#### Aim of the task
Your task is to copy the stretch of lines in the records below that begins with the line containing "index dip: (172, 129)" and ends with the line containing "pinky pip: (189, 201)", exactly as written, with nothing added.
━━━━━━━━━━━━━━━━
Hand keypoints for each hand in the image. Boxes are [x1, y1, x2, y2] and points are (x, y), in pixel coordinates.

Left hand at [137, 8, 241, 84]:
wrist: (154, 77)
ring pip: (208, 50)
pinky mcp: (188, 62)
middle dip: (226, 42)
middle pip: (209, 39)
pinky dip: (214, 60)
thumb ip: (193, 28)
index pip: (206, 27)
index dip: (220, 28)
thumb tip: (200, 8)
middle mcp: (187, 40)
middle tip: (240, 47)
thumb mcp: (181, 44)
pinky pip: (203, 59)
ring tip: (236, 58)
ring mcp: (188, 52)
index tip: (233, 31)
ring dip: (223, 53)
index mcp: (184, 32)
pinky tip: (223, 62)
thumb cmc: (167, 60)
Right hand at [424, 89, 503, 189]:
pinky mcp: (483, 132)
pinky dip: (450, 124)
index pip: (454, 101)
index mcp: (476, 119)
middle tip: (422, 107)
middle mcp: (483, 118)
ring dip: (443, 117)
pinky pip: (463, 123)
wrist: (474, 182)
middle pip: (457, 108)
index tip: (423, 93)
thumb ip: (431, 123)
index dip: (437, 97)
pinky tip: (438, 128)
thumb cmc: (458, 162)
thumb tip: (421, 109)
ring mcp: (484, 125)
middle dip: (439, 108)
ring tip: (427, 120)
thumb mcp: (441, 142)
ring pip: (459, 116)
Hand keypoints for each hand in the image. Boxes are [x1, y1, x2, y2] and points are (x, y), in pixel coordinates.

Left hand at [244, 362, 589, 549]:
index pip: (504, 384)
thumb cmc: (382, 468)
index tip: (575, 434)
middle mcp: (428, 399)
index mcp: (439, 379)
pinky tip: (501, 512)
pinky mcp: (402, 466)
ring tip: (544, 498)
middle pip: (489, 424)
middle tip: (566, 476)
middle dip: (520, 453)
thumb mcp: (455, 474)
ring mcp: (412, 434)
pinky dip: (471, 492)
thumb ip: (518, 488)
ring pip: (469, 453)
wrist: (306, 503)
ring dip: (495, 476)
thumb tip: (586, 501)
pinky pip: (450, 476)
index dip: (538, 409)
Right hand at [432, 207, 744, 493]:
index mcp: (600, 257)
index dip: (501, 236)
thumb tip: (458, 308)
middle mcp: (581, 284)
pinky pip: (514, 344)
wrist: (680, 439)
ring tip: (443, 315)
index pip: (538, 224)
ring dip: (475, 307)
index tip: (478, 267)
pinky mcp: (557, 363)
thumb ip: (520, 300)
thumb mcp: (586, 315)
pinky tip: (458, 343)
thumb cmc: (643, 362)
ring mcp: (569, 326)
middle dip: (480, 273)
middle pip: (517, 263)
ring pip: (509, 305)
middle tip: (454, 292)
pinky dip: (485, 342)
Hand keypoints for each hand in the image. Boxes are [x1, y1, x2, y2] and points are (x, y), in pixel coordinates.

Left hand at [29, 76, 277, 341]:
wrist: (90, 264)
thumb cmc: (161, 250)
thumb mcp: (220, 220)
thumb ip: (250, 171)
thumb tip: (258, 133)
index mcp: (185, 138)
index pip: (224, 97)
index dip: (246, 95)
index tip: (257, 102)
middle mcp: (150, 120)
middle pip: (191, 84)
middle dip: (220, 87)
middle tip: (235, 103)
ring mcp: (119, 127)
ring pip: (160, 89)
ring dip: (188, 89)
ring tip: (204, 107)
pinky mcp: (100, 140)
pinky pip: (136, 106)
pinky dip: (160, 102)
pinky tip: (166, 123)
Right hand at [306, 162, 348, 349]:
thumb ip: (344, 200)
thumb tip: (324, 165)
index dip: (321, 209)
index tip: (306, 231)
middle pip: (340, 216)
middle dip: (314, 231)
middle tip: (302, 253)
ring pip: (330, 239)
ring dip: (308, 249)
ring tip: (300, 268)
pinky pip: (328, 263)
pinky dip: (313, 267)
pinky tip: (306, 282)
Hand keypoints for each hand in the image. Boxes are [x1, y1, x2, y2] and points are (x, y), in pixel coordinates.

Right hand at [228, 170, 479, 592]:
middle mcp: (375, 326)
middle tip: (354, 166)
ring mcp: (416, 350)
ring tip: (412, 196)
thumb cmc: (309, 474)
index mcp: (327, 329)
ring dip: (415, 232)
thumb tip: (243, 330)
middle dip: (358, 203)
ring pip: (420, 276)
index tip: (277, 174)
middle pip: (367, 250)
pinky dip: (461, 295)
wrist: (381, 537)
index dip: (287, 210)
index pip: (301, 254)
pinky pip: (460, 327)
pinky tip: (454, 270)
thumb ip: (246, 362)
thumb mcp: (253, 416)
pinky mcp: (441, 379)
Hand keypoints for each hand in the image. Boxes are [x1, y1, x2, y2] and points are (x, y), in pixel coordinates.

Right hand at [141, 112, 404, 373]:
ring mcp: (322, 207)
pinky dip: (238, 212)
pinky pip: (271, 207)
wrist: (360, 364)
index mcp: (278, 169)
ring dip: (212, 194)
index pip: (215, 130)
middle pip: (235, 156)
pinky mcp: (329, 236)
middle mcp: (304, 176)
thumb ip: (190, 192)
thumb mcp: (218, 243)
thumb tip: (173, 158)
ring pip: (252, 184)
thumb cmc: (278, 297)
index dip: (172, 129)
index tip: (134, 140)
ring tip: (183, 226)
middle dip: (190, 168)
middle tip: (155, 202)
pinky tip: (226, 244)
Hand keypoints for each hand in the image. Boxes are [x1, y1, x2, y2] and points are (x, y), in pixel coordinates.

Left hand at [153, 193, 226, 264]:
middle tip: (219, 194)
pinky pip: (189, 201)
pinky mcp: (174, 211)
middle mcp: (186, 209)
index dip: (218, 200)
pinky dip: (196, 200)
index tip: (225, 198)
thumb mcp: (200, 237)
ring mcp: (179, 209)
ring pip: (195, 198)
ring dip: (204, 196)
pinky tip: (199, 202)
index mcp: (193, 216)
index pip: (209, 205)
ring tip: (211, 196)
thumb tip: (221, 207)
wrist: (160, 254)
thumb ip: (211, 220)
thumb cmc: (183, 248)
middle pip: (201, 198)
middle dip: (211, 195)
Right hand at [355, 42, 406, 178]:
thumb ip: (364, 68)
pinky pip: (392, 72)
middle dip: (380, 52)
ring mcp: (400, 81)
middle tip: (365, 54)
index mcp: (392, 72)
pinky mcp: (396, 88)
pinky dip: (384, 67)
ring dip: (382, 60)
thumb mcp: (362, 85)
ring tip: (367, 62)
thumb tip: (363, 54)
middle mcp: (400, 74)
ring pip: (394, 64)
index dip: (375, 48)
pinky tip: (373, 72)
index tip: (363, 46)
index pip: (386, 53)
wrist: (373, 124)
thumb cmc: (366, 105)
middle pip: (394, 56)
━━━━━━━━━━━━━━━━
#### Written response
index dip: (172, 129)
index tip: (134, 140)
ring tip: (183, 226)
middle dip: (190, 168)
middle tip: (155, 202)
pinky tip: (226, 244)
Hand keypoints for each hand in the image. Boxes are [x1, y1, x2, y2] and points are (x, y), in pixel coordinates.

Left hand at [153, 193, 226, 264]:
middle tip: (219, 194)
pinky pip: (189, 201)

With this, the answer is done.